Perhaps we gender sociologists should consider being a bit more indelicate. We need to stop trying to redefine what men turn to when they feel the need to “man up.” There’s something deeply male-supremacist about the whole discourse surrounding “real men,” “manning up,” and the like no matter how it’s deployed. There’s a divide among scholars studying masculinity as to whether there are elements worth salvaging or not. How we can help men achieve “healthy masculinities” is the focus of a great deal of social scientific research, social work, and social justice activism. It’s time now to find ways of asking men to “man down.”

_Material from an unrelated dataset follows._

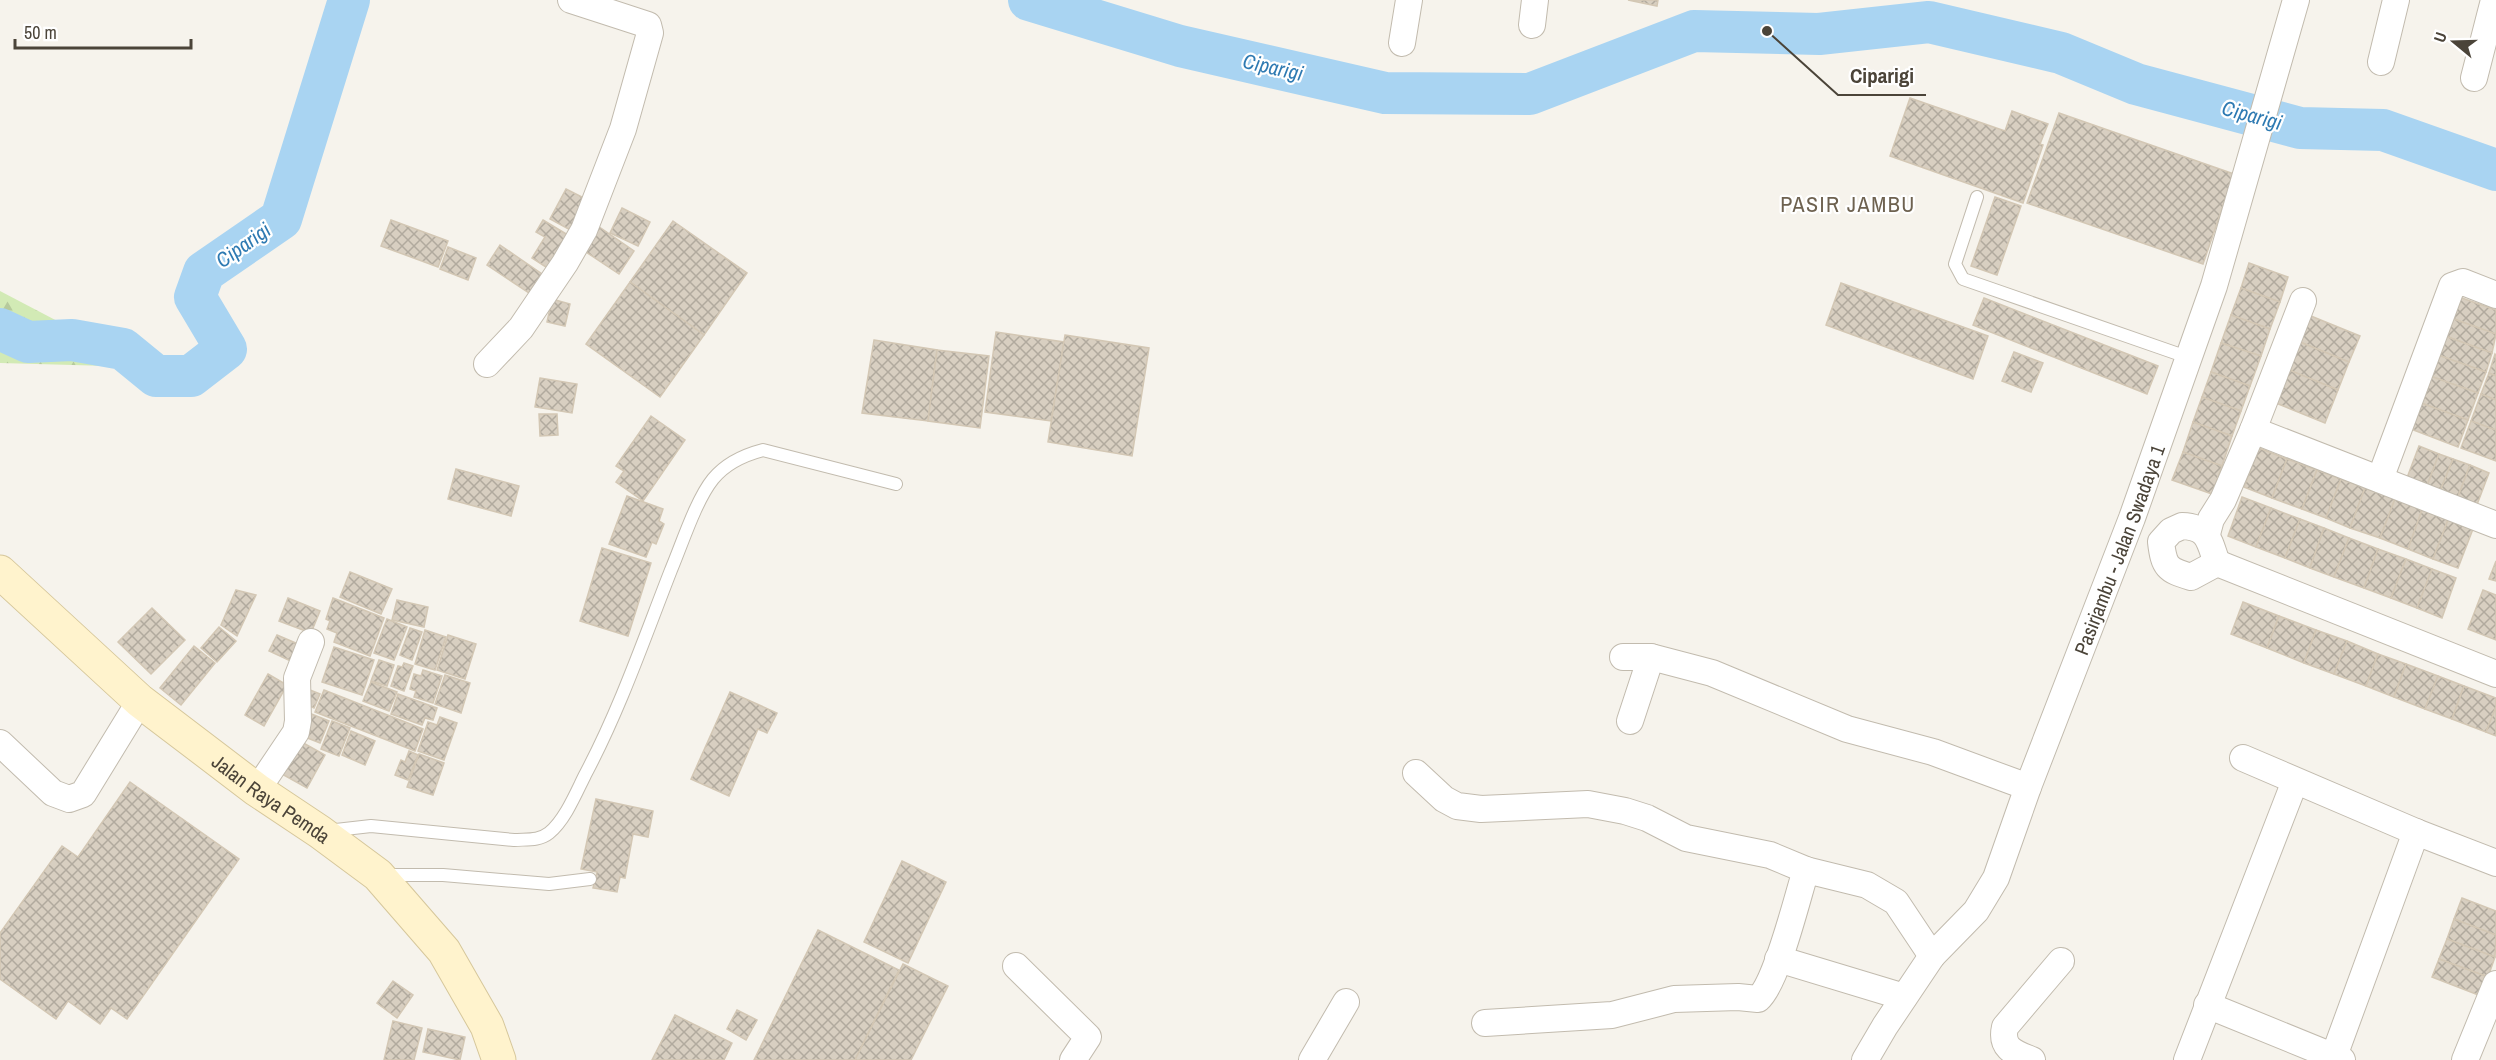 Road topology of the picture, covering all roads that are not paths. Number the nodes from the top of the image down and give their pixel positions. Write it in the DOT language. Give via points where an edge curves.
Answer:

Donald Trump, Stephen Paddock, Devin Kelley, Harvey Weinstein, Bill Cosby, the fraternity brothers of Tim Piazza, Omar Mateen, Louis C.K., Brock Turner, Mike Oreskes, Dylann Roof, Clarence Thomas, Elliot Rodger, Seung-Hui Cho, Roy Moore… The list goes on and on and on. It’s not that we are failing to identify these men as part the worst humanity has to offer. It’s that we seem to continue to collectively fail to identify them as part of something larger than any of these men individually. Each of these perpetrators is most often framed as a bad individual, rather than identifying them as the worst parts of a toxic system. But masculinity isn’t just a part of this system; it is this system.

Sociologists of gender don’t need reminding that the horrific enactments of violence discussed here are the work of men. Whether masculinity is something we should consider salvageable or bankrupt ought to inform our scholarship and our politics. And on these issues, we’re with Wade. Masculinity is the malignant tissue connecting these seemingly disparate events. It’s time to man down.